If \(\hat n =\hat\imath\), then \(\theta=\frac{\pi}{2}\) and \(\phi=0\), and \(\hat n \cdot \vec \sigma=\sigma_x\). \[\vert\hat v\rangle_1 \rightarrow \begin{pmatrix} \cos\frac{\pi}{4}\\ \sin\frac{\pi}{4}\\ \end{pmatrix} =\frac{1}{\sqrt2} \begin{pmatrix} 1\\ 1\\ \end{pmatrix} \] \[\vert\hat v\rangle_{-1} \rightarrow \begin{pmatrix} -\sin\frac{\pi}{4}\\ \cos\frac{\pi}{4}\\ \end{pmatrix} =\frac{1}{\sqrt2} \begin{pmatrix} -1\\ 1\\ \end{pmatrix} \]
If \(\hat n =\hat\jmath\), then \(\theta=\frac{\pi}{2}\) and \(\phi=\frac{\pi}{2}\), and \(\hat n \cdot \vec \sigma=\sigma_y\). \[\vert\hat v\rangle_1 \rightarrow \begin{pmatrix} \cos\frac{\pi}{4}\, e^{-i\frac{\pi}{4}}\\ \sin\frac{\pi}{4} \end{pmatrix} \, e^{i\frac{\pi}{4}}\\ =\frac{1}{2} \begin{pmatrix} 1-i\\ 1+i\\ \end{pmatrix} =\frac{1}{\sqrt2} \begin{pmatrix} 1\\ i\\ \end{pmatrix} e^\frac{-i\pi}{4} \] \[\vert\hat v\rangle_{-1} \rightarrow \begin{pmatrix} -\sin\frac{\pi}{4}\, e^{-i\frac{\pi}{4}}\\ \cos\frac{\pi}{4}\, e^{i\frac{\pi}{4}}\\ \end{pmatrix} =\frac{1}{2} \begin{pmatrix} -1+i\\ 1+i\\ \end{pmatrix} =\frac{1}{\sqrt{2}} \begin{pmatrix} 1\\ -i\\ \end{pmatrix} e^\frac{3i\pi}{4} \]

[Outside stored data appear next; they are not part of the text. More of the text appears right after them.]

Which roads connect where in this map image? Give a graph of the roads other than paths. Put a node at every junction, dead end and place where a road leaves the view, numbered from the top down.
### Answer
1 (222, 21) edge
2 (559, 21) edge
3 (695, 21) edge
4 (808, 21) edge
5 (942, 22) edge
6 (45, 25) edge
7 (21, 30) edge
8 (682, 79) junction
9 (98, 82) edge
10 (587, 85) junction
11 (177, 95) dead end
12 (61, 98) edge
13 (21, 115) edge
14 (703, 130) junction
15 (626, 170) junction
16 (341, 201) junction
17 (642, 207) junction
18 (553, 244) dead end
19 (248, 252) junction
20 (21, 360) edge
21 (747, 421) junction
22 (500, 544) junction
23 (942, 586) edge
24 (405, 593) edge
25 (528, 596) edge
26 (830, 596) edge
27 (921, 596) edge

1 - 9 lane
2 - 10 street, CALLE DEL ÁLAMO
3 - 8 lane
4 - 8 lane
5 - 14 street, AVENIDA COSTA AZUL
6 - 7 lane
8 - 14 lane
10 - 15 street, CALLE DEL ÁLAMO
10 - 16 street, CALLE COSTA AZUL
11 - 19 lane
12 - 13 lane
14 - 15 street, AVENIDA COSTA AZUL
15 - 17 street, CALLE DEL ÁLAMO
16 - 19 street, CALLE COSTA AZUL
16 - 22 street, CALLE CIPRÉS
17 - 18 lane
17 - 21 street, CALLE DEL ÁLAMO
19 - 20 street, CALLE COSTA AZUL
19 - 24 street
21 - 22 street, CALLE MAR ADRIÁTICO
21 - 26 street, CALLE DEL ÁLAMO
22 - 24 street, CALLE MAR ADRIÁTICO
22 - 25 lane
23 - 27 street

If \(\hat n =\hat k\), then \(\theta=0\) and you can choose \(\phi=0\), and \(\hat n \cdot \vec \sigma=\sigma_z\). \[\vert\hat v\rangle_1 \rightarrow \begin{pmatrix} \cos 0\\ \sin 0\\ \end{pmatrix} = \begin{pmatrix} 1\\ 0\\ \end{pmatrix} \] \[\vert\hat v\rangle_{-1} \rightarrow \begin{pmatrix} -\sin 0\\ \cos 0\\ \end{pmatrix} = \begin{pmatrix} 0\\ 1\\ \end{pmatrix} \] These answers are the same as those in part (a) above. Note, however, that I have adjusted the phases (i.e. multiplied by an overall constant of magnitude 1) to put these answers in the same form as part (a).